A GERD Patient with An Asymptomatic Peptic Stricture
The case of the week for this blog is a 67 year-old female with long standing history of GERD related symptoms. She has been treated with a variety of proton pump inhibitors over the past few years with incomplete symptom control. She has been sleeping in a recliner for the past 4 years. Her nighttime symptoms include heartburn and food regurgitation. She reports waking up from her sleep several times during the week with sore throat, cough and choking. Her acid reflux work up included an upper endoscopy that showed distal esophagitis with no evidence of Barrett’s esophagus in the setting of a moderate size hiatal hernia. No evidence of esophageal lumen narrowing was appreciated. In preparation for hiatal hernia repair and Nissen fundoplication she underwent an esophageal manometry that showed normal peristalsis with normal resting lower esophageal sphincter pressure. With every swallow, however, the patient showed evidence of compartment pressurization starting in the mid esophagus up to the lower esophageal sphincter. The lower esophageal sphincter relaxation showed delayed relaxation. In other words, the lower esophageal pressure did not drop at the beginning of the swallow. It only decreased towards the end of the compartment pressurization after the fluid has passed through the sphincter. These findings were highly suggestive of a subtle distal esophageal stricture. A barium esophagogram was performed including the use of a 12.5 mm barium tablet. It showed a short stricture just above the gastro-esophageal junction.
The stricture was successfully dilated and the patient underwent a laparosocopic hiatal hernia repair and a 360 degree wrap with no complications. Post-operatively her GERD symptoms resolved and she did not experience any difficulty swallowing food.

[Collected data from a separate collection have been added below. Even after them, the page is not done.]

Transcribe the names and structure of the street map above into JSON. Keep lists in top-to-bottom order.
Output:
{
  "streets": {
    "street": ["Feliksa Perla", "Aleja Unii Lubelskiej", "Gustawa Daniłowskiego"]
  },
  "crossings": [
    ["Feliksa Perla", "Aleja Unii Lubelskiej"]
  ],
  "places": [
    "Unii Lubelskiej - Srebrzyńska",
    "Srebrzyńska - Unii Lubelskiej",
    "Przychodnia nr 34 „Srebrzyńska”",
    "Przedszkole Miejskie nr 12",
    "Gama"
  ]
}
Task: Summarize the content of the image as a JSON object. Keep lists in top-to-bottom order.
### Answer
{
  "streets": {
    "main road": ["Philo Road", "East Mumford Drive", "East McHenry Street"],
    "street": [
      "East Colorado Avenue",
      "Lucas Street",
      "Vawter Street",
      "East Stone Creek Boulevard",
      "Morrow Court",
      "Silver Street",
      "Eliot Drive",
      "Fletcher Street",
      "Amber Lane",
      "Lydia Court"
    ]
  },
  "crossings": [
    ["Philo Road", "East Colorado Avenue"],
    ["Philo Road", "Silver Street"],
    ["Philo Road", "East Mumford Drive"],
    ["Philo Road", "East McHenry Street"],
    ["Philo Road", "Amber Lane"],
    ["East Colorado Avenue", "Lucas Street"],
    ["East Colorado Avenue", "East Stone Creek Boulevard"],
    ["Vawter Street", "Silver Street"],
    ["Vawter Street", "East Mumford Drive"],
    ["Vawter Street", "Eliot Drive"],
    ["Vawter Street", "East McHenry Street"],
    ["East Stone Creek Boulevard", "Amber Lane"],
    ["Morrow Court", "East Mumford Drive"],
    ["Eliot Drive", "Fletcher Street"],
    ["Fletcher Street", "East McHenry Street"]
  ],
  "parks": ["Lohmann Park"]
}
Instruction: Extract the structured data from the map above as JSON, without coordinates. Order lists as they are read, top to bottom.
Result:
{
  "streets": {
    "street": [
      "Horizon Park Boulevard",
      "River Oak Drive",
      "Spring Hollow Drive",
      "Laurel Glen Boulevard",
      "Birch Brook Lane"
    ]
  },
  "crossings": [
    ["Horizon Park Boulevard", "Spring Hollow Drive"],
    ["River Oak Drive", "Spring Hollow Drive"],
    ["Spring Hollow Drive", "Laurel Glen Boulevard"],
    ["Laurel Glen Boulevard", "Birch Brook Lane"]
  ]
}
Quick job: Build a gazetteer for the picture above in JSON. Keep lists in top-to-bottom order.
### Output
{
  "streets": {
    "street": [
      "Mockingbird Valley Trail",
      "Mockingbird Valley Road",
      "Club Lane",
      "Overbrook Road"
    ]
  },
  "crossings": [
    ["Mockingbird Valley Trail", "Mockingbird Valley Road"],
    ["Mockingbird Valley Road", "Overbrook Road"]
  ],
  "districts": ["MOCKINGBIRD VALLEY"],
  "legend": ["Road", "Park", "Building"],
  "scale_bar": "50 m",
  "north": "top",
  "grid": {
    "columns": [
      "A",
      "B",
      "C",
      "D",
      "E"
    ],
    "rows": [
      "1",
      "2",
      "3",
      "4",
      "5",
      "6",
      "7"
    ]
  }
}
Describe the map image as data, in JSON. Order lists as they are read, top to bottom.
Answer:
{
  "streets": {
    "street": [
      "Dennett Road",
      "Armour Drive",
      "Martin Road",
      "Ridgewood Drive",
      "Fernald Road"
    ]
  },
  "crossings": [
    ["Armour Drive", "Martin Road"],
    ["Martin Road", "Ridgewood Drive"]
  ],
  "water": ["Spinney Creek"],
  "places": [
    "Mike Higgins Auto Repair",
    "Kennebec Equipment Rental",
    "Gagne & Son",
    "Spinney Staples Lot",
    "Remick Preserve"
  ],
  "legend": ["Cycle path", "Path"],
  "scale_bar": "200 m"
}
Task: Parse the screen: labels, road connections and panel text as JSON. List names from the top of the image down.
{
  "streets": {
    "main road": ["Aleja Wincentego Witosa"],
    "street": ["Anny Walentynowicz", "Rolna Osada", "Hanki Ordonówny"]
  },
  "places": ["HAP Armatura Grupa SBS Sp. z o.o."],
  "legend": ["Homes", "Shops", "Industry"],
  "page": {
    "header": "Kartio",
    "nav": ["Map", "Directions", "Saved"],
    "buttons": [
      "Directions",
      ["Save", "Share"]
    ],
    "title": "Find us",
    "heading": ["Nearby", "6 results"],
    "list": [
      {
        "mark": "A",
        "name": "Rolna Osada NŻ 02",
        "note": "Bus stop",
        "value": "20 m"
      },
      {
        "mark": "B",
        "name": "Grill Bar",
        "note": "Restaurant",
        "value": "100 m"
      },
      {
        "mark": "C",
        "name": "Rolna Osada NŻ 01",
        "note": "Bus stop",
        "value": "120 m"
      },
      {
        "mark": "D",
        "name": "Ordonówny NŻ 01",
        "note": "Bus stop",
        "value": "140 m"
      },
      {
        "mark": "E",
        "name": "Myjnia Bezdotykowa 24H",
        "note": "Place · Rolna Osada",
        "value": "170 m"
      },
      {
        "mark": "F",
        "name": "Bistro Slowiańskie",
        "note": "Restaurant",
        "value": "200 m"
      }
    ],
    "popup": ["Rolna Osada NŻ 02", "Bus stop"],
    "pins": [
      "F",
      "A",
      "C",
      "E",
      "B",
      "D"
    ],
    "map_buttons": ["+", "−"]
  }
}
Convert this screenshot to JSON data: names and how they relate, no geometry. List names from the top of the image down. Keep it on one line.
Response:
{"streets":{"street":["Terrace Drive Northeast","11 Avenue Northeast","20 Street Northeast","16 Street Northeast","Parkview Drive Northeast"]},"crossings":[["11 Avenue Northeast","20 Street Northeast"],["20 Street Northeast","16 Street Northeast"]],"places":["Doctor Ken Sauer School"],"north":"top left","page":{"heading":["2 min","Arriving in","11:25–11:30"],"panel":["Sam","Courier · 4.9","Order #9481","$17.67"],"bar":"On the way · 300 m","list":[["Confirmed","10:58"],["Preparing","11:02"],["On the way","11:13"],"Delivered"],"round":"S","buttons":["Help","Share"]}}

GERD is the most common cause of benign esophageal strictures. A stricture results in luminal narrowing of less than 13 mm and results in dysphagia. Subtle strictures are easily missed on upper endoscopy and a contrast study with a barium tablet are highly sensitive in detecting the abnormality. In our case, high resolution esophageal manometry picked up the slight increase in compartment pressure due to fluid build-up above the stricture. Most benign strictures respond to balloon dilation. A high grade and long stricture that does not respond to balloon dilation requires resection.